§ WORK REQUEST:
Pick out all lines with the word "Khalil" from the records that follow.

DATA TO EXAMINE below:

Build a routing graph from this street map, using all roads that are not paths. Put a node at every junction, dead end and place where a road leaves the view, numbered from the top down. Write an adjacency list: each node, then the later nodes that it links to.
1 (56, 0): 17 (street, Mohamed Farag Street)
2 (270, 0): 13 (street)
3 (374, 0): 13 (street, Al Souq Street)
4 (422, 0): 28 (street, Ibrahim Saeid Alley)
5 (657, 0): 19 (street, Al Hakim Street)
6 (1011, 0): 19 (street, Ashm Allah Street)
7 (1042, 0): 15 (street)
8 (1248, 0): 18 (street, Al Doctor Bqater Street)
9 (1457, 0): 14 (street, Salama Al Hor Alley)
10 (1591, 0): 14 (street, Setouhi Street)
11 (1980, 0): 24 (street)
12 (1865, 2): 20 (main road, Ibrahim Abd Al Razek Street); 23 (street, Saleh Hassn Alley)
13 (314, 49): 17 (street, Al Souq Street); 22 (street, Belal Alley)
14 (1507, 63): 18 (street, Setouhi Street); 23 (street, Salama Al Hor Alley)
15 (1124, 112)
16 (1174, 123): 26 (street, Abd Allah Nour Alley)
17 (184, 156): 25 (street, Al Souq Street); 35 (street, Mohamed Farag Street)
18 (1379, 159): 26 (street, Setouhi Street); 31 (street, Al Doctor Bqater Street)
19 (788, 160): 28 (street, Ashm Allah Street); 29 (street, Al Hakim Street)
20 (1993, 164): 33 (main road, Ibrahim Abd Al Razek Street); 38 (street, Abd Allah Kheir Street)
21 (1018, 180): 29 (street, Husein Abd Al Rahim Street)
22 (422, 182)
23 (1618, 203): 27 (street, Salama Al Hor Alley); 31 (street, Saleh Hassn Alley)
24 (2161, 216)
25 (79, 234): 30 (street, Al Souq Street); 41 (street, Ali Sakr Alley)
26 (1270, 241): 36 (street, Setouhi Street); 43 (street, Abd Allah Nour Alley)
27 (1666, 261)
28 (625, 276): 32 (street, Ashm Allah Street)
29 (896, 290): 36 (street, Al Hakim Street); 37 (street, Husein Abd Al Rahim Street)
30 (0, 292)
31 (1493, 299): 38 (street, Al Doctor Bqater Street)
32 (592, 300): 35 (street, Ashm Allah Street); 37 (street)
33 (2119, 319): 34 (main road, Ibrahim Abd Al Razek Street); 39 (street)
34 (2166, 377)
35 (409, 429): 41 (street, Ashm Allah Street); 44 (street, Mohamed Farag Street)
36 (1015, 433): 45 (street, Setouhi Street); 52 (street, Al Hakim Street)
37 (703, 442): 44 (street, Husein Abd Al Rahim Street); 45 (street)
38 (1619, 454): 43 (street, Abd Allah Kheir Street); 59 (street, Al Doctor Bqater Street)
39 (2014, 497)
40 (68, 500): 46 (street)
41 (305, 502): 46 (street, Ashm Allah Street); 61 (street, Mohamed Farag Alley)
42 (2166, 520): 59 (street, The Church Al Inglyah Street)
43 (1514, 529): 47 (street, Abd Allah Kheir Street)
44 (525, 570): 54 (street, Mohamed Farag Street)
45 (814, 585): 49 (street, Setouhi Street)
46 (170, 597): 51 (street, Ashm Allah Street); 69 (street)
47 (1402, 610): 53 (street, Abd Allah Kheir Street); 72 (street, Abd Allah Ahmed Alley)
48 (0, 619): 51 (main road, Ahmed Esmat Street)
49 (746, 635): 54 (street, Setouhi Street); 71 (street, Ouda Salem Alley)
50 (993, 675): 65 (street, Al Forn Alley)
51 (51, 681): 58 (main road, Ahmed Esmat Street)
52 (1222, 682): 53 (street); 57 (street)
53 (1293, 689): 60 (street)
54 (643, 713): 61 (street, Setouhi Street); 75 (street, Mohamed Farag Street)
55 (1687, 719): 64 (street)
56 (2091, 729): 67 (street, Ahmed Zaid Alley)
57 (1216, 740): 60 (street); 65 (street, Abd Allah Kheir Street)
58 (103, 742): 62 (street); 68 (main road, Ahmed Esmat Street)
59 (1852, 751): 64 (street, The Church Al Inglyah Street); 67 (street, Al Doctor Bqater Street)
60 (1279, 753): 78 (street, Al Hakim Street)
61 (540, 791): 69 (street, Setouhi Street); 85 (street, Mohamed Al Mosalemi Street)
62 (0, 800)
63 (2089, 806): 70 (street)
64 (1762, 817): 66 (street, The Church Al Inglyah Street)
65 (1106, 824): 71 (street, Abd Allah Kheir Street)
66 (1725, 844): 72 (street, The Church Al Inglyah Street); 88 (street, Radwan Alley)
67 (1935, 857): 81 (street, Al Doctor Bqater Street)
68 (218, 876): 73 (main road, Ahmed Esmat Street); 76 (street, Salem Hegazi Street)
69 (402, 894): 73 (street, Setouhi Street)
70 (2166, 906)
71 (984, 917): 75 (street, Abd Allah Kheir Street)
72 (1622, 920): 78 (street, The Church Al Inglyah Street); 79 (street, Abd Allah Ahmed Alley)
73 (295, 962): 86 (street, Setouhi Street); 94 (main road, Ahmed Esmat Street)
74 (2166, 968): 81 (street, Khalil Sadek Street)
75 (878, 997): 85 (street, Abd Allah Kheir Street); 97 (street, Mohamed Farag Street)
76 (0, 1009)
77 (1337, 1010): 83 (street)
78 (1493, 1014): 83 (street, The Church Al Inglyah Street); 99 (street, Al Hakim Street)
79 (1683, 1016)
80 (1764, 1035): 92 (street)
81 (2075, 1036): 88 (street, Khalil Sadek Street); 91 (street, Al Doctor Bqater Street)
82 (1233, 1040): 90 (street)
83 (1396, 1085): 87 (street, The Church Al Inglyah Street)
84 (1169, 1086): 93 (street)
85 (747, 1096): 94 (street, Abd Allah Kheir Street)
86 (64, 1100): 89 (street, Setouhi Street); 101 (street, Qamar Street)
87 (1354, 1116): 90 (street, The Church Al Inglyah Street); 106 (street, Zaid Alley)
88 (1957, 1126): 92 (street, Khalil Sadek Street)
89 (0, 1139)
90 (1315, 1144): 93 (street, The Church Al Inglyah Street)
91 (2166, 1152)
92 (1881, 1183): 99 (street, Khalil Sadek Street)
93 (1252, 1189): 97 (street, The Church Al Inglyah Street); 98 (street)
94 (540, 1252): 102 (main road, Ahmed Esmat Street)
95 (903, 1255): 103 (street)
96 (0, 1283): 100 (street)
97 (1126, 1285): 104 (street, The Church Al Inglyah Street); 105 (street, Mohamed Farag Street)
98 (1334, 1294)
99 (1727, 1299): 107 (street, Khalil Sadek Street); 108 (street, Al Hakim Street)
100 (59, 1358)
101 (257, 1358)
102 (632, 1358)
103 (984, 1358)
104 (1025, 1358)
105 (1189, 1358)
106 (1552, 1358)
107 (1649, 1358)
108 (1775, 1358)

End of DATA TO EXAMINE.

§ WRITTEN RESPONSE:
74 (2166, 968): 81 (street, Khalil Sadek Street)
81 (2075, 1036): 88 (street, Khalil Sadek Street); 91 (street, Al Doctor Bqater Street)
88 (1957, 1126): 92 (street, Khalil Sadek Street)
92 (1881, 1183): 99 (street, Khalil Sadek Street)
99 (1727, 1299): 107 (street, Khalil Sadek Street); 108 (street, Al Hakim Street)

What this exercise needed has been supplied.